# Proof of address for UK expat



## saffalass (Sep 28, 2014)

Hi all,

My partner is here on a life partner visa and we would like to do his business endorsement. In order to that, we need to redo the police clearance and to do that we need to show proof of address for him in SA. Any idea what the best way is to obtain it? We have a "shared" bank account (basically just means he is a signatory on my account) but nothing else is on his name because SA is so strict with FICA and things.

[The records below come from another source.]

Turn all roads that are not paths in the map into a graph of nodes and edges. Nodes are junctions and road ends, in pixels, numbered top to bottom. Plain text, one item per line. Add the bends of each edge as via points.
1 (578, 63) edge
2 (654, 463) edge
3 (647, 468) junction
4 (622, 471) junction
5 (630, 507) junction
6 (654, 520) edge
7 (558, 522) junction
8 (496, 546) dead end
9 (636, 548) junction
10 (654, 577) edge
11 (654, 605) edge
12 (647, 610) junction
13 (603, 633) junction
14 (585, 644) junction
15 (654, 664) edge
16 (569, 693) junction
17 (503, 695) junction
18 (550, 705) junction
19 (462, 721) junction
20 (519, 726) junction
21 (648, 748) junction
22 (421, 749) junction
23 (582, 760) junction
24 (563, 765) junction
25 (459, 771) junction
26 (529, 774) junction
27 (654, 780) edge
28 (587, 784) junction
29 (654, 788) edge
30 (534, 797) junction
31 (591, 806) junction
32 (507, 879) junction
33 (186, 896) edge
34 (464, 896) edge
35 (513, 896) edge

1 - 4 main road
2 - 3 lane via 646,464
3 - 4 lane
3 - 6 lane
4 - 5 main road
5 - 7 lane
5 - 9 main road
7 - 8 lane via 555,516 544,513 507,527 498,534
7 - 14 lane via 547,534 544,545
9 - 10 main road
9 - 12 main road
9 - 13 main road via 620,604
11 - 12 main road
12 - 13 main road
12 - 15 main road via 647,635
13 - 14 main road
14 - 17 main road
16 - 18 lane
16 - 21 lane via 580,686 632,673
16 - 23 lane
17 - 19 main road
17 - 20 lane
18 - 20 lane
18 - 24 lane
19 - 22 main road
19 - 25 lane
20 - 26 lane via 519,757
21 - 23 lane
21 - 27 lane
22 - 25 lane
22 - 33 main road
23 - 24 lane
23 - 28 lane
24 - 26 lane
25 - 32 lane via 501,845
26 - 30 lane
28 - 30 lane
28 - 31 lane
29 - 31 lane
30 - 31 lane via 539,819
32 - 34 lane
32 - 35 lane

Anybody have any ideas how to get proof of payment? Could he, for example, open a store card with Foschini or such like or is that not allowed?


----------



## LegalMan (Dec 26, 2012)

saffalass said:


> Hi all,
> 
> My partner is here on a life partner visa and we would like to do his business endorsement. In order to that, we need to redo the police clearance and to do that we need to show proof of address for him in SA. Any idea what the best way is to obtain it? We have a "shared" bank account (basically just means he is a signatory on my account) but nothing else is on his name because SA is so strict with FICA and things.
> 
> Anybody have any ideas how to get proof of payment? Could he, for example, open a store card with Foschini or such like or is that not allowed?


Hi saffalass, 

Do you rent or own the property you live in?
You could always ask your landlord to do an amendment on the agreement to reflect his name. Alternatively, if you own your house, then you can write a letter confirming that he resides with you and show your property deeds.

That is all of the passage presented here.